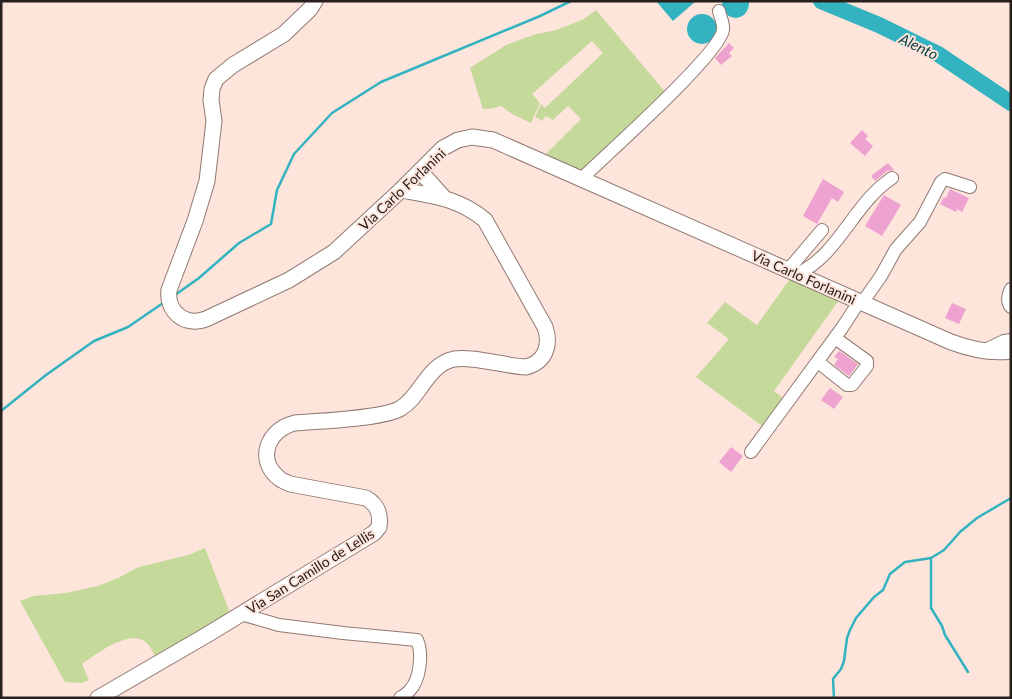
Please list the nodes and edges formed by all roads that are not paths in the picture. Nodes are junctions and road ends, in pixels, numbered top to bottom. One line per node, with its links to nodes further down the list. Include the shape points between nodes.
1 (315, 1): 7 (main road, Via Carlo Forlanini, via 284,34 216,79 211,100 214,121 208,180 169,290 172,309 182,319 200,321 289,280 334,252)
2 (719, 11): 5 (lane, via 723,29 716,46)
3 (420, 171): 5 (main road, Via Carlo Forlanini, via 443,148 472,137 493,140); 7 (main road, Via Carlo Forlanini); 8 (main road, Via San Camillo de Lellis)
4 (892, 178): 10 (lane, via 857,212 826,255 808,269)
5 (581, 179): 10 (main road, Via Carlo Forlanini)
6 (970, 188): 12 (lane, via 949,179 941,182 920,222 896,249)
7 (401, 190): 8 (main road, Via San Camillo de Lellis)
8 (444, 198): 18 (main road, Via San Camillo de Lellis, via 471,209 485,220 545,327 548,342 543,356 526,367 453,360 434,370 402,408 385,415 295,423 277,431 270,440 267,456 271,470 280,479 290,484 366,498 379,511 380,527)
9 (822, 230): 10 (lane)
10 (792, 272): 12 (main road, Via Carlo Forlanini)
11 (1011, 289): 13 (lane, via 1008,296)
12 (861, 302): 14 (lane); 15 (main road, Via Carlo Forlanini, via 951,342 983,351)
13 (1011, 307)
14 (835, 338): 16 (lane); 16 (lane, via 867,361 867,366 852,385 847,385)
15 (1008, 348)
16 (818, 362): 17 (lane)
17 (751, 452)
18 (241, 614): 19 (main road, Via San Camillo de Lellis); 20 (lane, via 279,625 418,640 420,653 416,680)
19 (98, 698)
20 (400, 698)

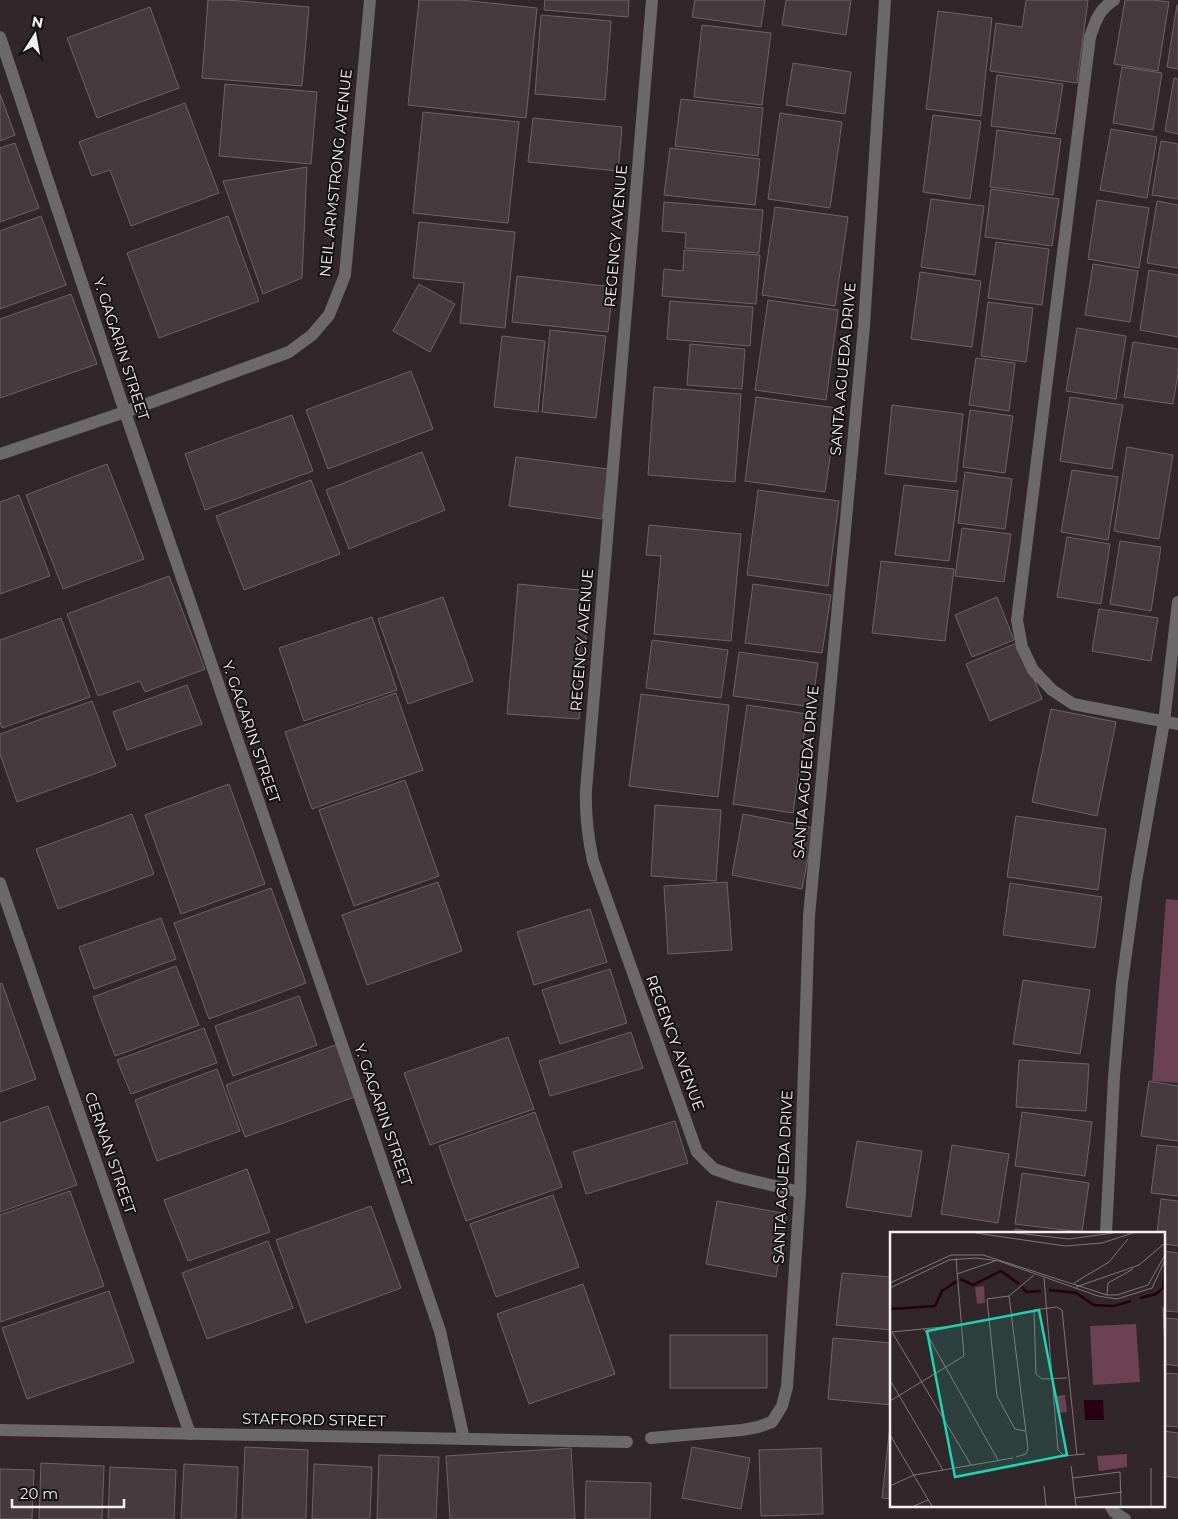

PROBLEM » When copying the entries, drop the images and keep every line exact.

WRITTEN RESPONSE »
Please list the nodes and edges formed by all roads that are not paths in the picture. Nodes are junctions and road ends, in pixels, numbered top to bottom. One line per node, with its links to nodes further down the list. Include the shape points between nodes.
1 (315, 1): 7 (main road, Via Carlo Forlanini, via 284,34 216,79 211,100 214,121 208,180 169,290 172,309 182,319 200,321 289,280 334,252)
2 (719, 11): 5 (lane, via 723,29 716,46)
3 (420, 171): 5 (main road, Via Carlo Forlanini, via 443,148 472,137 493,140); 7 (main road, Via Carlo Forlanini); 8 (main road, Via San Camillo de Lellis)
4 (892, 178): 10 (lane, via 857,212 826,255 808,269)
5 (581, 179): 10 (main road, Via Carlo Forlanini)
6 (970, 188): 12 (lane, via 949,179 941,182 920,222 896,249)
7 (401, 190): 8 (main road, Via San Camillo de Lellis)
8 (444, 198): 18 (main road, Via San Camillo de Lellis, via 471,209 485,220 545,327 548,342 543,356 526,367 453,360 434,370 402,408 385,415 295,423 277,431 270,440 267,456 271,470 280,479 290,484 366,498 379,511 380,527)
9 (822, 230): 10 (lane)
10 (792, 272): 12 (main road, Via Carlo Forlanini)
11 (1011, 289): 13 (lane, via 1008,296)
12 (861, 302): 14 (lane); 15 (main road, Via Carlo Forlanini, via 951,342 983,351)
13 (1011, 307)
14 (835, 338): 16 (lane); 16 (lane, via 867,361 867,366 852,385 847,385)
15 (1008, 348)
16 (818, 362): 17 (lane)
17 (751, 452)
18 (241, 614): 19 (main road, Via San Camillo de Lellis); 20 (lane, via 279,625 418,640 420,653 416,680)
19 (98, 698)
20 (400, 698)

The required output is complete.